Activity:
From the entries below, pull out each line where "pinky" appears.

Material supplied:
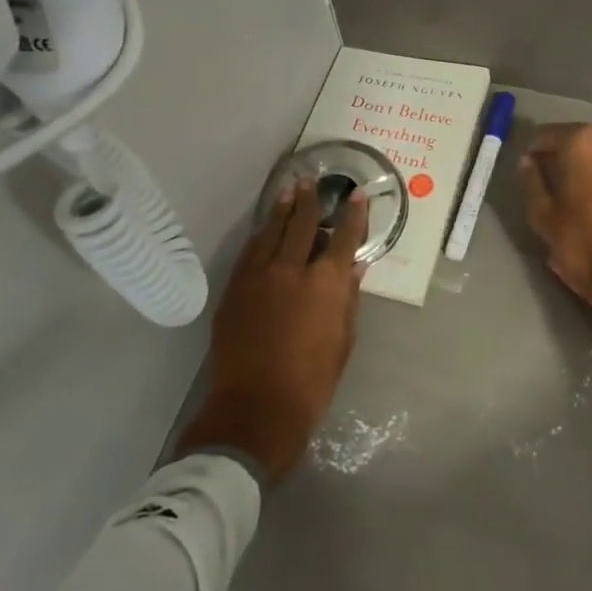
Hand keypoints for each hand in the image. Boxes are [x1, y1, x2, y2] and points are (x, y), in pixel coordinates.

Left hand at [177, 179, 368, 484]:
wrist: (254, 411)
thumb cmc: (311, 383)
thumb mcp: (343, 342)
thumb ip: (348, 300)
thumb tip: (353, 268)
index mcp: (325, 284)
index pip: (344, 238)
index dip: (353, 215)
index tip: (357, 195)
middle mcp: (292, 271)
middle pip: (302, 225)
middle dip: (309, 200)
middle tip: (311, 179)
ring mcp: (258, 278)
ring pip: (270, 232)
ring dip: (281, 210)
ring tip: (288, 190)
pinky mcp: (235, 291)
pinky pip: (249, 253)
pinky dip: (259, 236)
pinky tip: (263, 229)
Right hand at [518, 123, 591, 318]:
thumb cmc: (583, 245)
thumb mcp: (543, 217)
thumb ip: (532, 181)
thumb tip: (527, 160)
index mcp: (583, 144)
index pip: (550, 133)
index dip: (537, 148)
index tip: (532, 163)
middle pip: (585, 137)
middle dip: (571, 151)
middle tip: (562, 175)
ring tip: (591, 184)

--

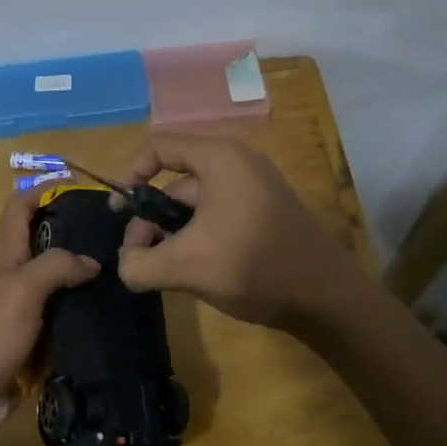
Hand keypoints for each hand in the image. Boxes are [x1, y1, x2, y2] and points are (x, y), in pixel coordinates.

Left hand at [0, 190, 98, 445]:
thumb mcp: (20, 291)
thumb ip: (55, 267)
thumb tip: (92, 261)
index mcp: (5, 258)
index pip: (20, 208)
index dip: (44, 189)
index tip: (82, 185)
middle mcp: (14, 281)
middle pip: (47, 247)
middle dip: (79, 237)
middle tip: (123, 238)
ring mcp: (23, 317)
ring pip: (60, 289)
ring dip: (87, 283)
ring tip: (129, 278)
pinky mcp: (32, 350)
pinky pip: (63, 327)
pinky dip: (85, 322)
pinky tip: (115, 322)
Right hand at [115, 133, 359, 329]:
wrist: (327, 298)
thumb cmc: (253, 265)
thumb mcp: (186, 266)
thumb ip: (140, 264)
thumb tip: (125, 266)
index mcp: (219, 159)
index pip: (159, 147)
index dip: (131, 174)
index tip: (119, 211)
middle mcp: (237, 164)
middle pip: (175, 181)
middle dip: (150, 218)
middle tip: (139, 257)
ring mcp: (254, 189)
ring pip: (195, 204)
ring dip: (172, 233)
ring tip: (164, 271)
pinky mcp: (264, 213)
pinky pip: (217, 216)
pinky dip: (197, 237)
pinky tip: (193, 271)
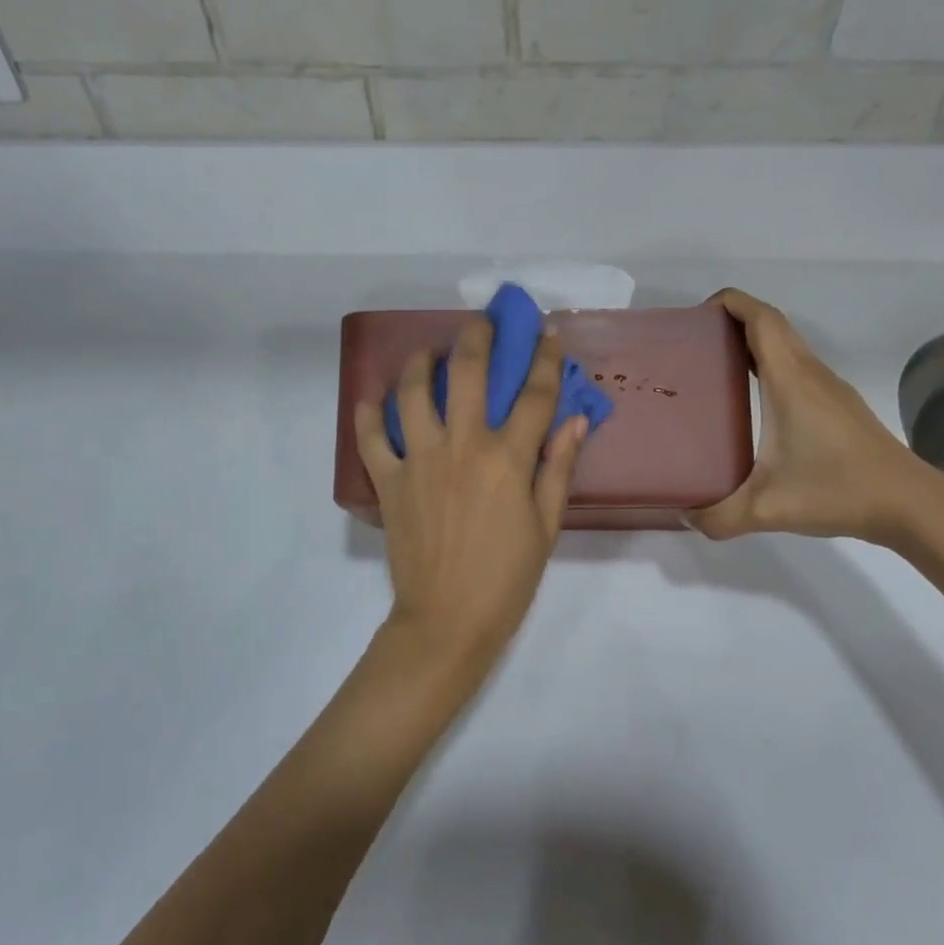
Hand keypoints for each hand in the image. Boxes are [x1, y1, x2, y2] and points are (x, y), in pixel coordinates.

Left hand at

Written solution:
pinky mcp: (235, 291)
pinky pip: (249, 253)
pinky dip: (259, 236)
pinky tip: (263, 229)
pinky mcp: (32, 350)
pinky pip: (63, 327)
pinky dip: (85, 322)
pinky tip: (115, 322)
pinky mcp: (264, 213)
pinky pip: (217, 216)
pinky dip: (197, 237)
pinky tip: (193, 271)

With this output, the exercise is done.